BEGIN INFORMATION SHOWN

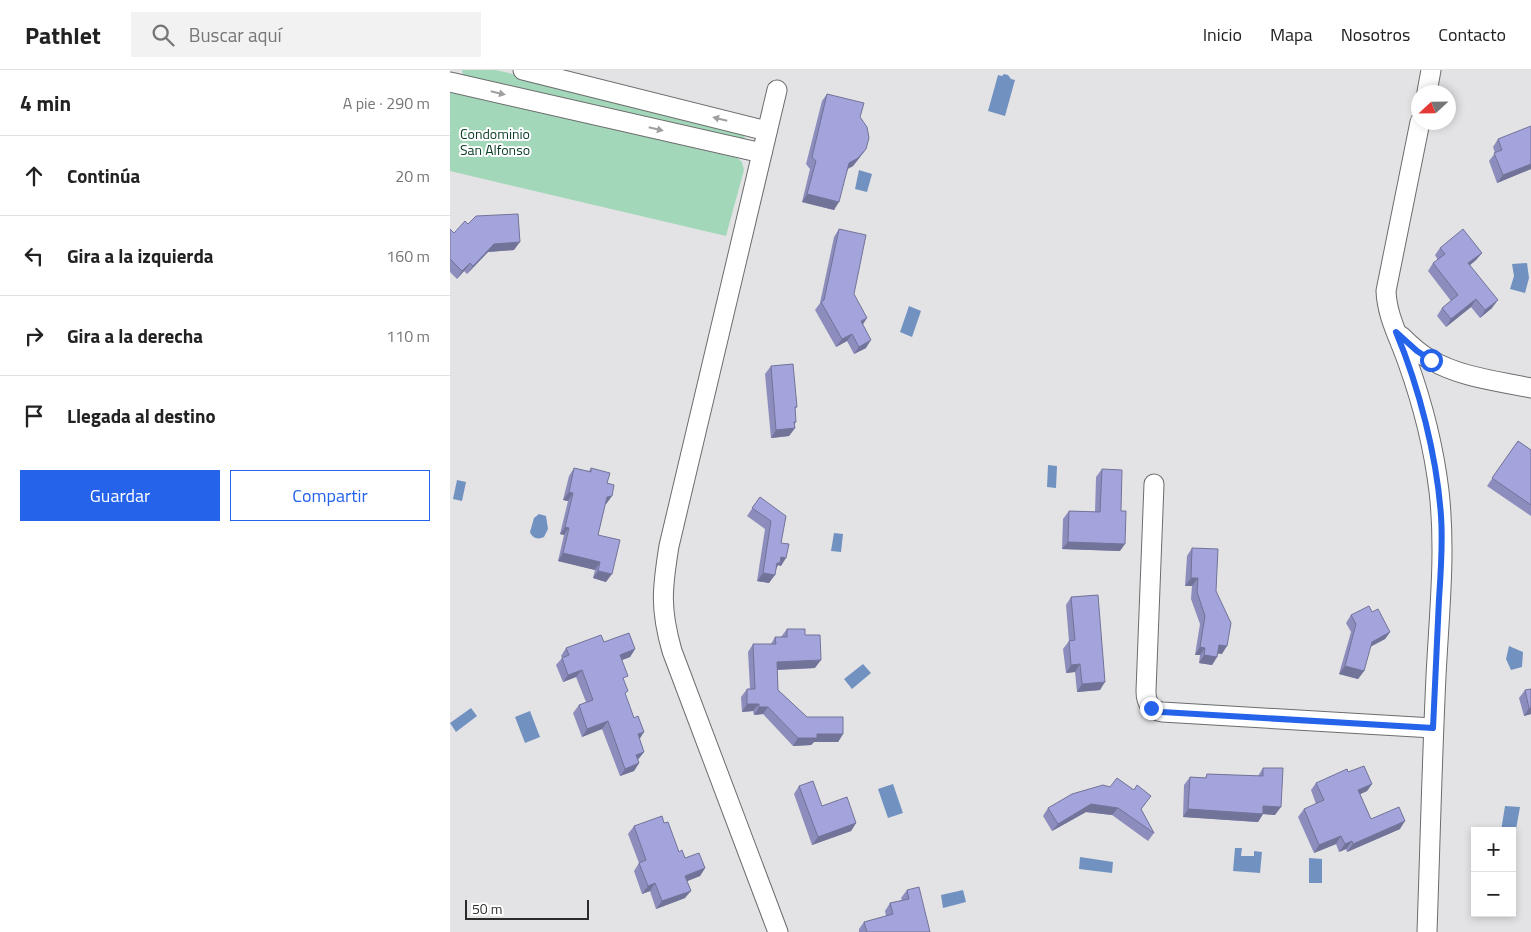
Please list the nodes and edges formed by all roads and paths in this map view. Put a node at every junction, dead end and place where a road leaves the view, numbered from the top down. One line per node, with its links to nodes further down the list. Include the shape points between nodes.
1 (523, 70): 6 (street, one-way to 1)
2 (1431, 70): 4 (street)
3 (450, 82): 8 (street, one-way to 8)
4 (1428, 85)
5 (777, 90): 6 (street)
6 (767, 130): 8 (street)
7 (1418, 130): 9 (street, via 1387,280 1388,310)
8 (762, 153): 13 (street, via 669,546 662,603 672,651)
9 (1396, 332): 10 (street, via 1417,351 1447,368); 12 (street, via 1423,412 1442,517)
10 (1531, 388)
11 (1154, 484): 12 (street, via 1146,691 1151,708 1162,712)
12 (1433, 728): 14 (street)
13 (778, 932)
14 (1427, 932)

END INFORMATION SHOWN

» EXERCISE DIRECTIONS: The records above are to be transcribed word for word. Skip the images.

» TASK RESPONSE:
Please list the nodes and edges formed by all roads and paths in this map view. Put a node at every junction, dead end and place where a road leaves the view, numbered from the top down. One line per node, with its links to nodes further down the list. Include the shape points between nodes.
1 (523, 70): 6 (street, one-way to 1)
2 (1431, 70): 4 (street)
3 (450, 82): 8 (street, one-way to 8)
4 (1428, 85)
5 (777, 90): 6 (street)
6 (767, 130): 8 (street)
7 (1418, 130): 9 (street, via 1387,280 1388,310)
8 (762, 153): 13 (street, via 669,546 662,603 672,651)
9 (1396, 332): 10 (street, via 1417,351 1447,368); 12 (street, via 1423,412 1442,517)
10 (1531, 388)
11 (1154, 484): 12 (street, via 1146,691 1151,708 1162,712)
12 (1433, 728): 14 (street)
13 (778, 932)
14 (1427, 932)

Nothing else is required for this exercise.